Here in Michigan, the attention paid to the misfeasance and malfeasance of the administration of Governor Rick Snyder is causing even the elite political media to notice that Snyder is hardly an outlier among his fellow Republican governors. They've noticed that the lab rat is dying in Kansas, where Ted Cruz won overwhelmingly among Republican voters on Saturday. They've noticed the catastrophe left behind in Louisiana by former presidential candidate "Bobby" Jindal. They've noticed how far along are the efforts of former presidential candidate Scott Walker to turn Wisconsin into a banana republic. And, if you roll all of these disasters up in a big ball—Sam Brownback's batshit economics in Kansas, Jindal's legacy of corporate sycophancy in Louisiana, Snyder's disinclination to respond to an emergency that does not affect his donor class, and Walker's greed for political power—you get the platform of presidential candidate Ted Cruz, who would like you to know that he welcomes all of their support.

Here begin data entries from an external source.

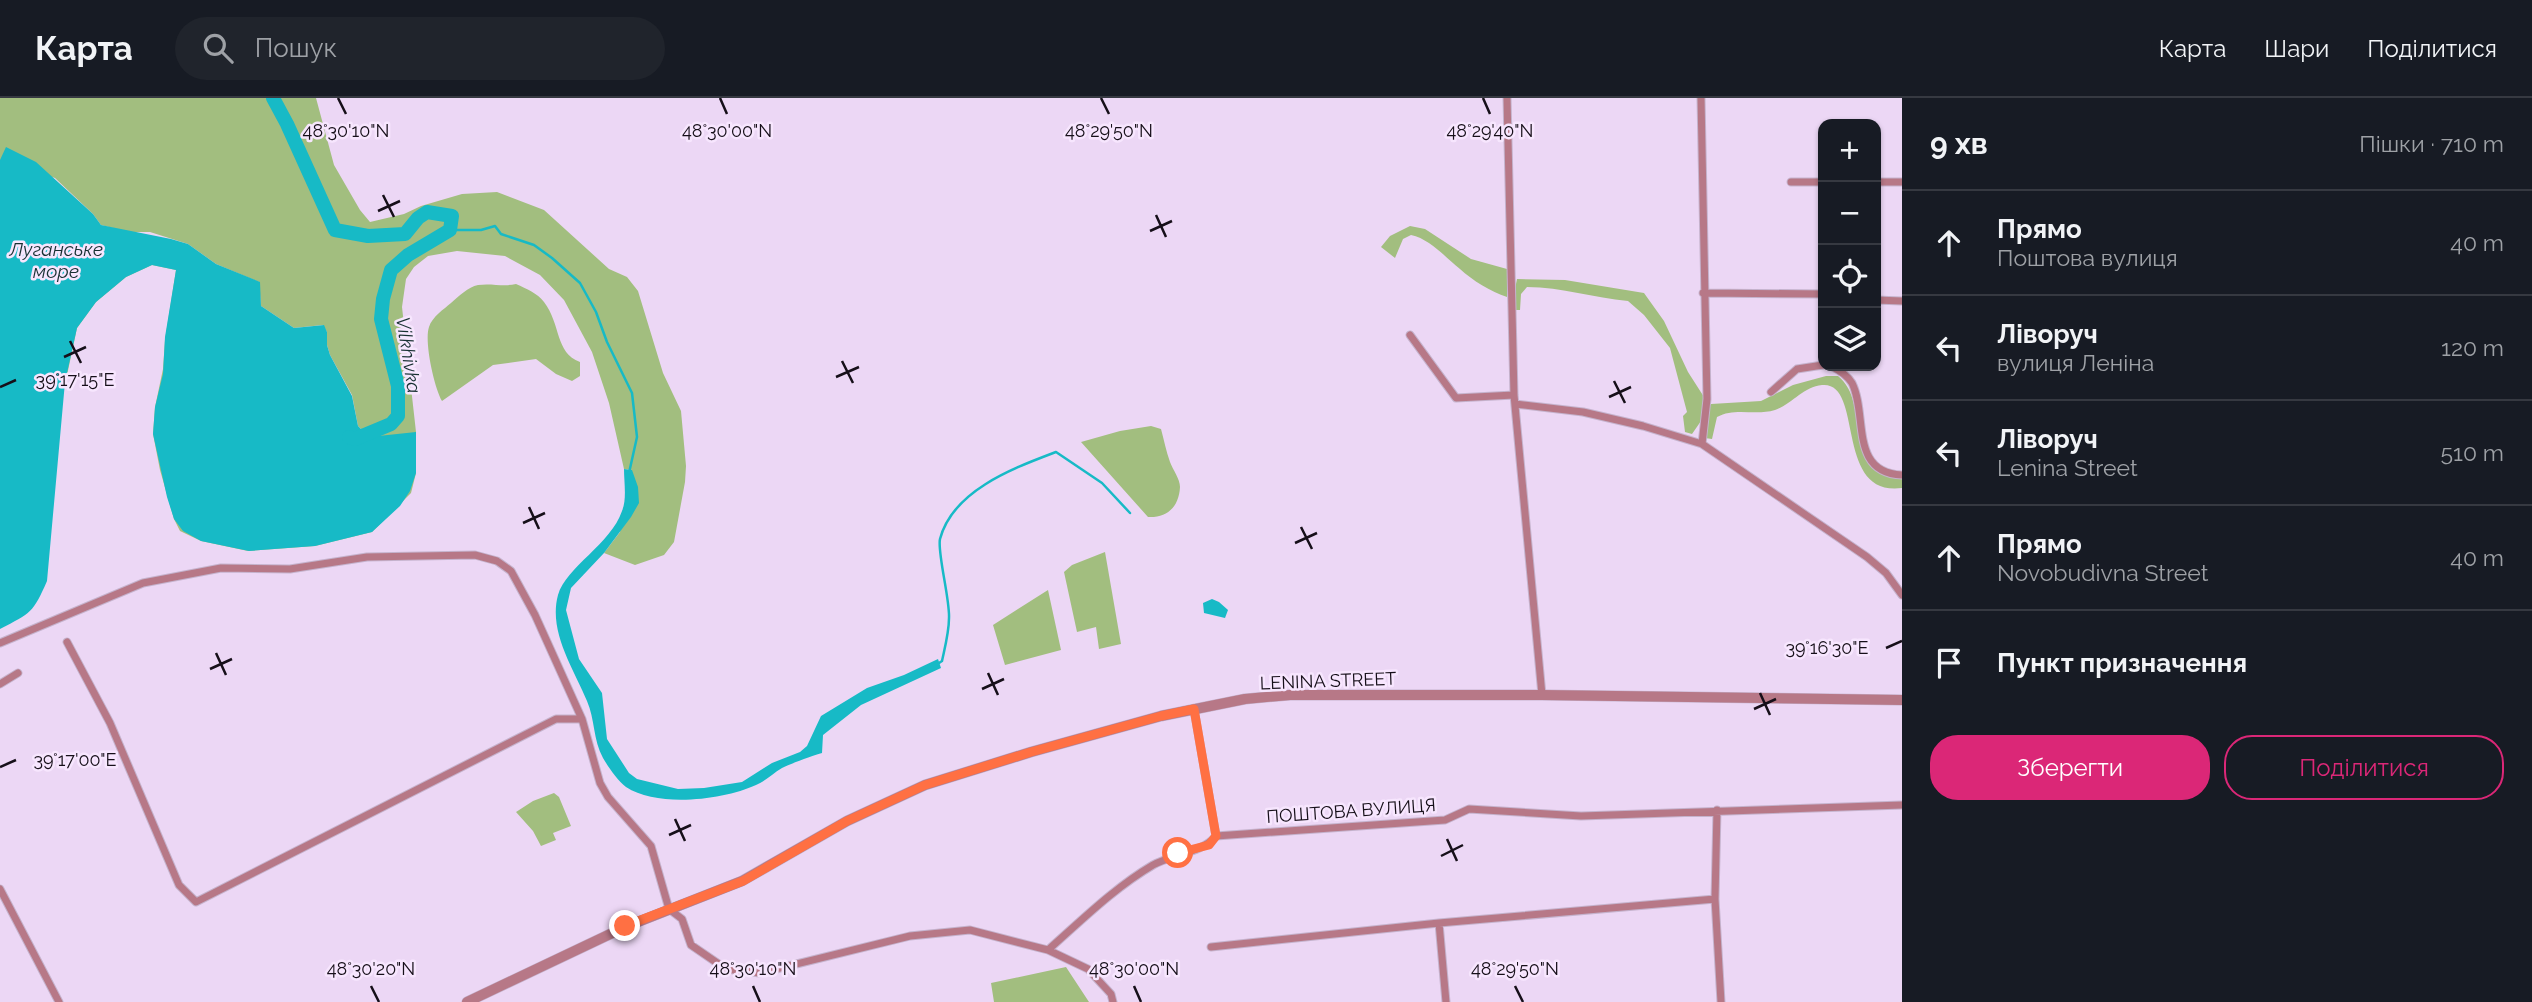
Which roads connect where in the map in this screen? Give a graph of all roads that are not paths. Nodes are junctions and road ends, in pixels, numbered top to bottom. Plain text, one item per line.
1 (1507, 98) edge
2 (1701, 98) edge
3 (1791, 182) dead end
4 (1818, 182) edge
5 (1881, 182) edge
6 (1902, 182) edge
7 (1703, 293) junction
8 (1818, 294) edge
9 (1881, 300) edge
10 (1902, 301) edge
11 (1410, 335) dead end
12 (1818, 366) edge
13 (1837, 371) edge
14 (1771, 392) dead end
15 (1514, 395) junction
16 (1515, 404) junction
17 (1702, 444) junction
18 (1902, 475) edge
19 (1902, 595) edge
20 (67, 642) dead end
21 (0, 643) edge
22 (18, 673) dead end
23 (0, 684) edge
24 (1542, 695) junction
25 (1902, 700) edge
26 (1194, 709) junction
27 (582, 719) junction
28 (1902, 806) edge
29 (1717, 810) junction
30 (1216, 836) junction
31 (0, 889) edge
32 (1715, 899) junction
33 (669, 909) junction
34 (1439, 923) junction
35 (1211, 947) dead end
36 (1048, 950) junction
37 (59, 1002) edge
38 (467, 1002) edge
39 (1113, 1002) edge
40 (1446, 1002) edge
41 (1721, 1002) edge

1 - 15 street
2 - 7 street
3 - 4 street
5 - 6 street
7 - 8 street
7 - 17 street
9 - 10 street
11 - 15 street
12 - 14 street
13 - 18 street
15 - 16 street
16 - 17 street
16 - 24 street
17 - 19 street
20 - 27 street
21 - 27 street
22 - 23 street
24 - 25 street, LENINA STREET
24 - 26 street, LENINA STREET
26 - 30 street
26 - 33 street, LENINA STREET
27 - 33 street
28 - 29 street, ПОШТОВА ВУЛИЦЯ
29 - 30 street, ПОШТОВА ВУЛИЦЯ
29 - 32 street
30 - 36 street, ПОШТОВА ВУЛИЦЯ
31 - 37 street
32 - 34 street
32 - 41 street
33 - 36 street
33 - 38 street, LENINA STREET
34 - 35 street
34 - 40 street
36 - 39 street

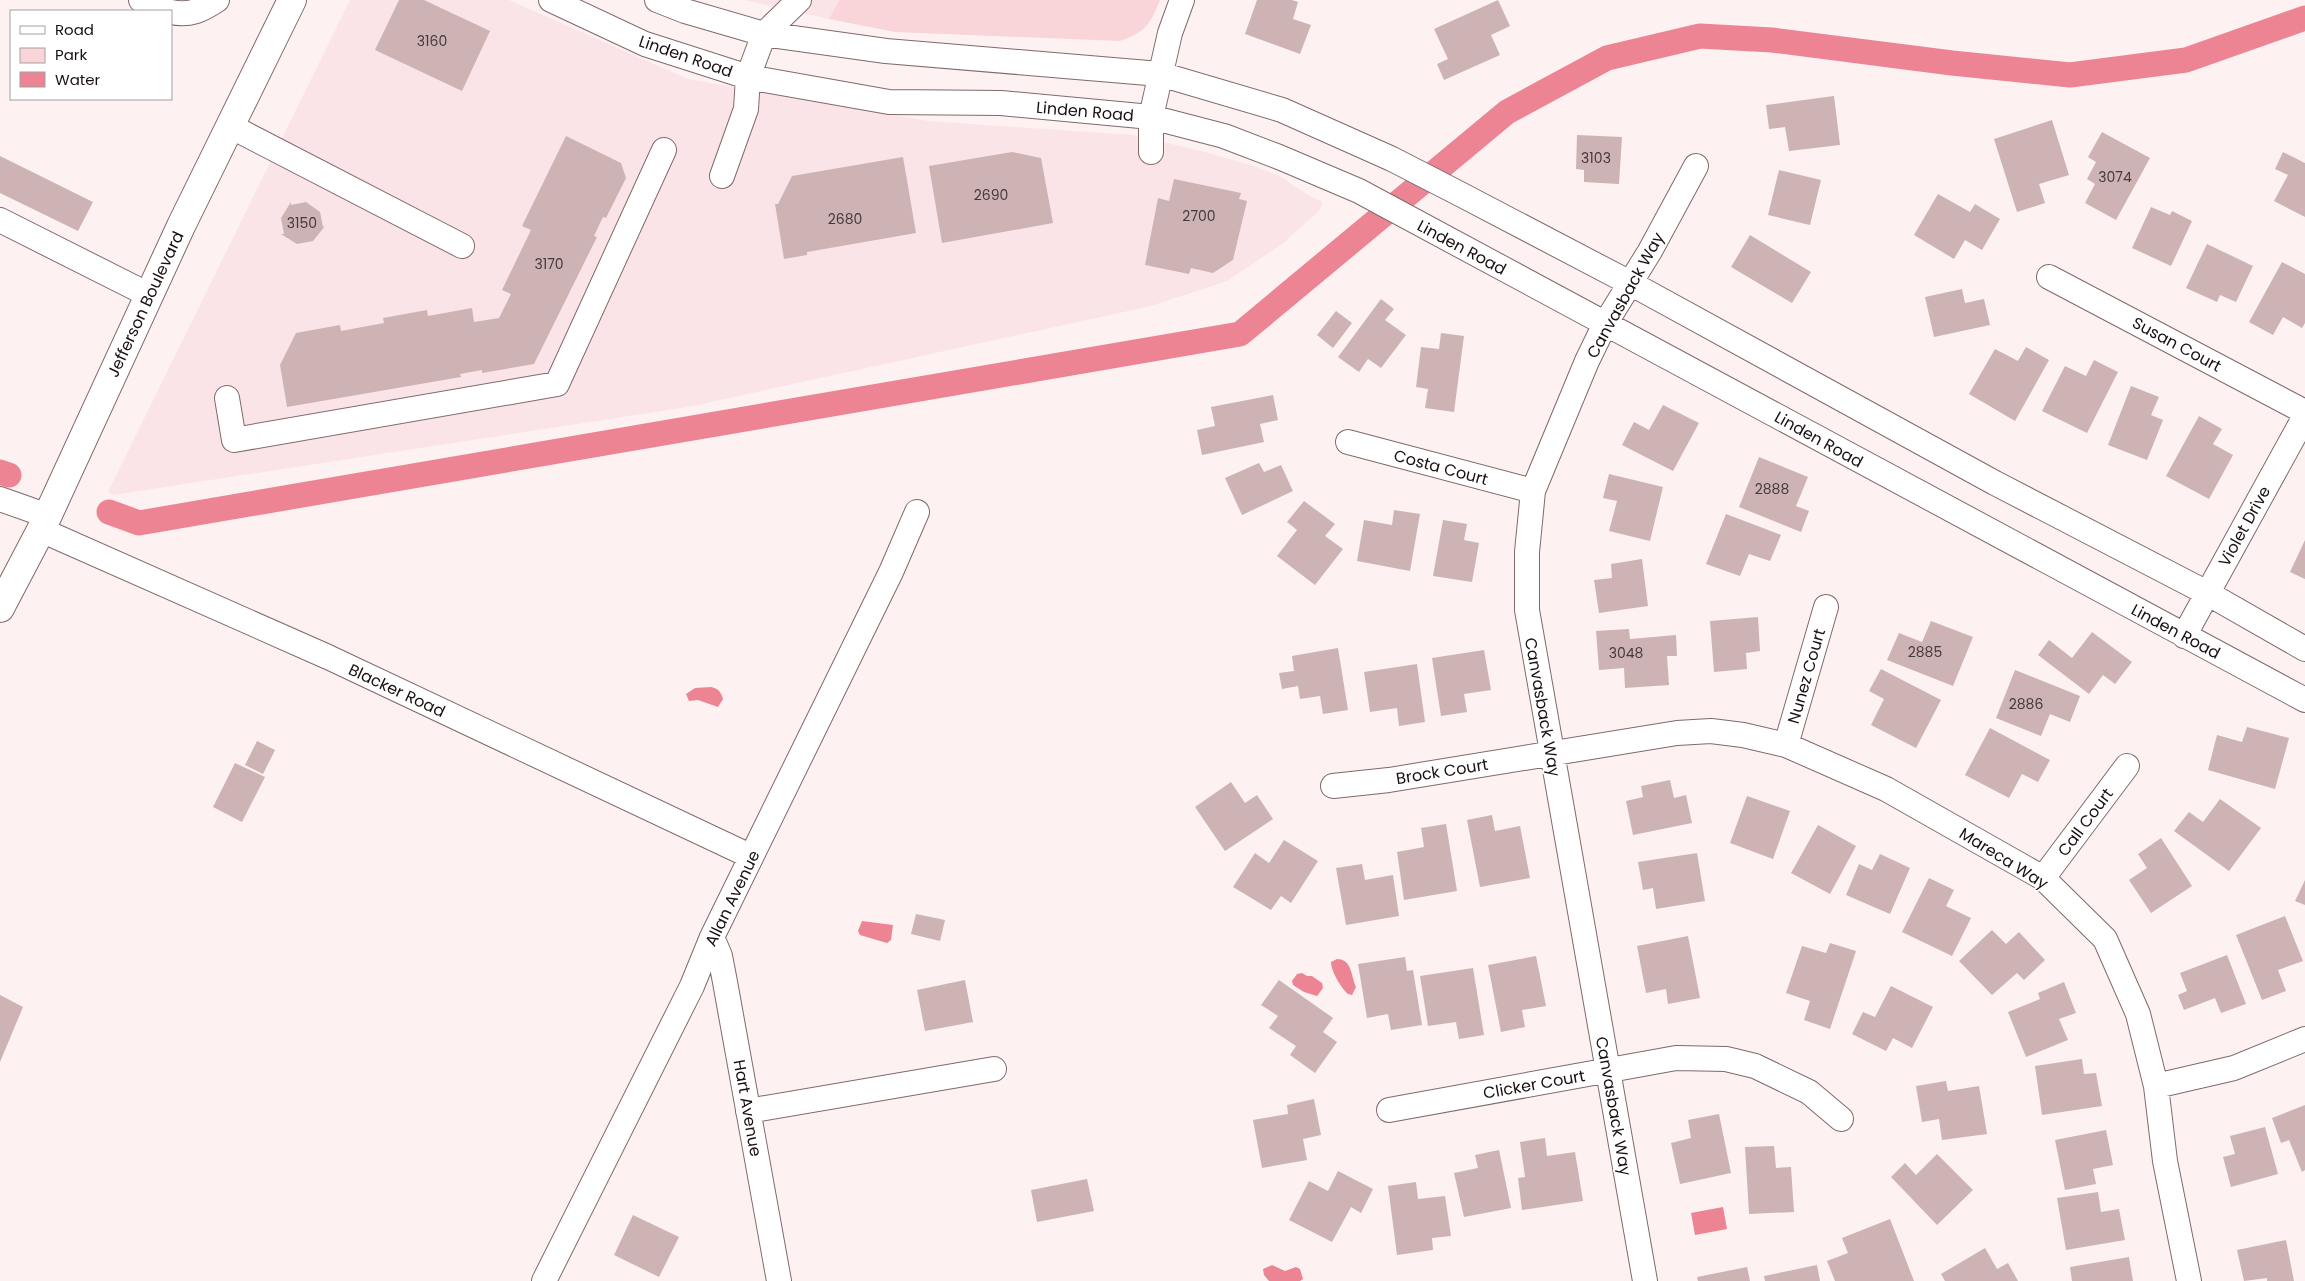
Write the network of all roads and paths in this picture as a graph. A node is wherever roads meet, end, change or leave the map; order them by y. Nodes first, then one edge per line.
1 (141, 0) edge
2 (218, 0) edge
3 (292, 0) edge
4 (551, 0) edge
5 (657, 0) edge
6 (799, 0) edge
7 (1182, 0) edge
8 (162, 10) edge
9 (172, 13) edge
10 (764, 34) junction
11 (1160, 74) junction
12 (748, 78) junction
13 (1151, 117) junction
14 (230, 126) junction
15 (664, 150) dead end
16 (1151, 152) dead end
17 (1696, 166) dead end
18 (722, 176) dead end
19 (0, 220) edge
20 (462, 246) dead end
21 (2049, 277) dead end
22 (1630, 283) junction
23 (149, 295) junction
24 (1605, 324) junction
25 (227, 398) dead end
26 (2305, 412) edge
27 (2305, 416) edge
28 (1348, 442) dead end
29 (1533, 491) junction
30 (0, 499) edge
31 (917, 512) dead end
32 (44, 523) junction
33 (2207, 593) junction
34 (1826, 607) dead end
35 (0, 608) edge
36 (2184, 636) junction
37 (2305, 649) edge
38 (2305, 700) edge
39 (1786, 745) junction
40 (1551, 753) junction
41 (2127, 766) dead end
42 (1333, 786) dead end
43 (750, 856) junction
44 (2043, 878) junction
45 (712, 937) junction
46 (2305, 1039) edge
47 (994, 1069) dead end
48 (1608, 1071) junction
49 (2156, 1086) junction
50 (748, 1110) junction
51 (1390, 1110) dead end
52 (1841, 1119) dead end
53 (544, 1281) edge
54 (779, 1281) edge
55 (1644, 1281) edge
56 (2189, 1281) edge

1 - 8 street
2 - 9 street
3 - 14 main road, Jefferson Boulevard
4 - 12 street, Linden Road
5 - 10 street
6 - 10 street
7 - 11 street
10 - 11 street
10 - 12 street
11 - 13 street
11 - 22 street
12 - 13 street, Linden Road
12 - 18 street
13 - 16 street
13 - 24 street, Linden Road
14 - 20 street
14 - 23 main road, Jefferson Boulevard
15 - 25 street
17 - 22 street, Canvasback Way
19 - 23 street
21 - 26 street, Susan Court
22 - 24 street, Canvasback Way
22 - 33 street
23 - 32 main road, Jefferson Boulevard
24 - 29 street, Canvasback Way
24 - 36 street, Linden Road
27 - 33 street, Violet Drive
28 - 29 street, Costa Court
29 - 40 street, Canvasback Way
30 - 32 street, Blacker Road
31 - 43 street, Allan Avenue
32 - 35 main road, Jefferson Boulevard
32 - 43 street, Blacker Road
33 - 36 street, Violet Drive
33 - 37 street
34 - 39 street, Nunez Court
36 - 38 street, Linden Road
39 - 40 street, Mareca Way
39 - 44 street, Mareca Way
40 - 42 street, Brock Court
40 - 48 street, Canvasback Way
41 - 44 street, Call Court
43 - 45 street, Allan Avenue
44 - 49 street, Mareca Way
45 - 50 street, Hart Avenue
45 - 53 street, Allan Avenue
46 - 49 street
47 - 50 street
48 - 51 street, Clicker Court
48 - 52 street, Clicker Court
48 - 55 street, Canvasback Way
49 - 56 street, Mareca Way
50 - 54 street, Hart Avenue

All you need for confirmation of this is to look at what happened in Washington at the end of this week. A proposal for federal aid to the embattled citizens of Flint came before the Senate. This was a bipartisan effort, with Senators Gary Peters and Debbie Stabenow of Michigan being joined in the effort by, of all people, Senator Jim Inhofe of Oklahoma. Alas, they did not reckon with Mike Lee, the konztitooshunal skolar from the state of Utah. Lee refused unanimous consent on the measure, effectively jamming it up.
"Michigan has an enormous budget surplus this year and a large rainy-day fund," Lee said. "Relief and repair efforts are already in the works. The people and policymakers of Michigan right now have all the government resources they need to fix the problem. … The only thing Congress is contributing to the Flint recovery is political grandstanding."In addition to demonstrating that Lee is very close to being a completely unfeeling bastard, this statement is a clear and unequivocal declaration of faith in the kind of devolution of federal responsibilities to the states in which both Cruz and Lee believe—an example of pure and undistilled Tentherism. This is the Articles of Confederation in action. Both men believe that the proper role of the federal government is to defer to the authority of people like Snyder, Jindal, Brownback, and Walker, and the pet legislatures that enabled them. (And that's not even to mention that, since the Flint story broke, Snyder has had the local government jumping through hoops.) Ted Cruz imbibed this faith early in life and he has never wavered in his fealty to it. It is important at this point to mention that Mike Lee is perhaps the only friend Ted Cruz has made since being elected to the Senate. However, Lee backed Cruz's futile government shutdown and saw his polling back home fall into a ravine. This probably accounts for why Lee hasn't yet formally endorsed his running buddy.
On Sunday night, the two remaining Democratic presidential candidates will debate in this broken and wounded place. They will do so in the shadow of a Republican campaign that has come down to a choice between a bizarre political freak show with overtones of Mussolini and a cool, calculated attempt to turn American government back into the kind of fearsome Darwinian experiment in laissez-faire neglect that has failed time and again through history. That is what has come out of Saturday's results, and there is nothing funny about it.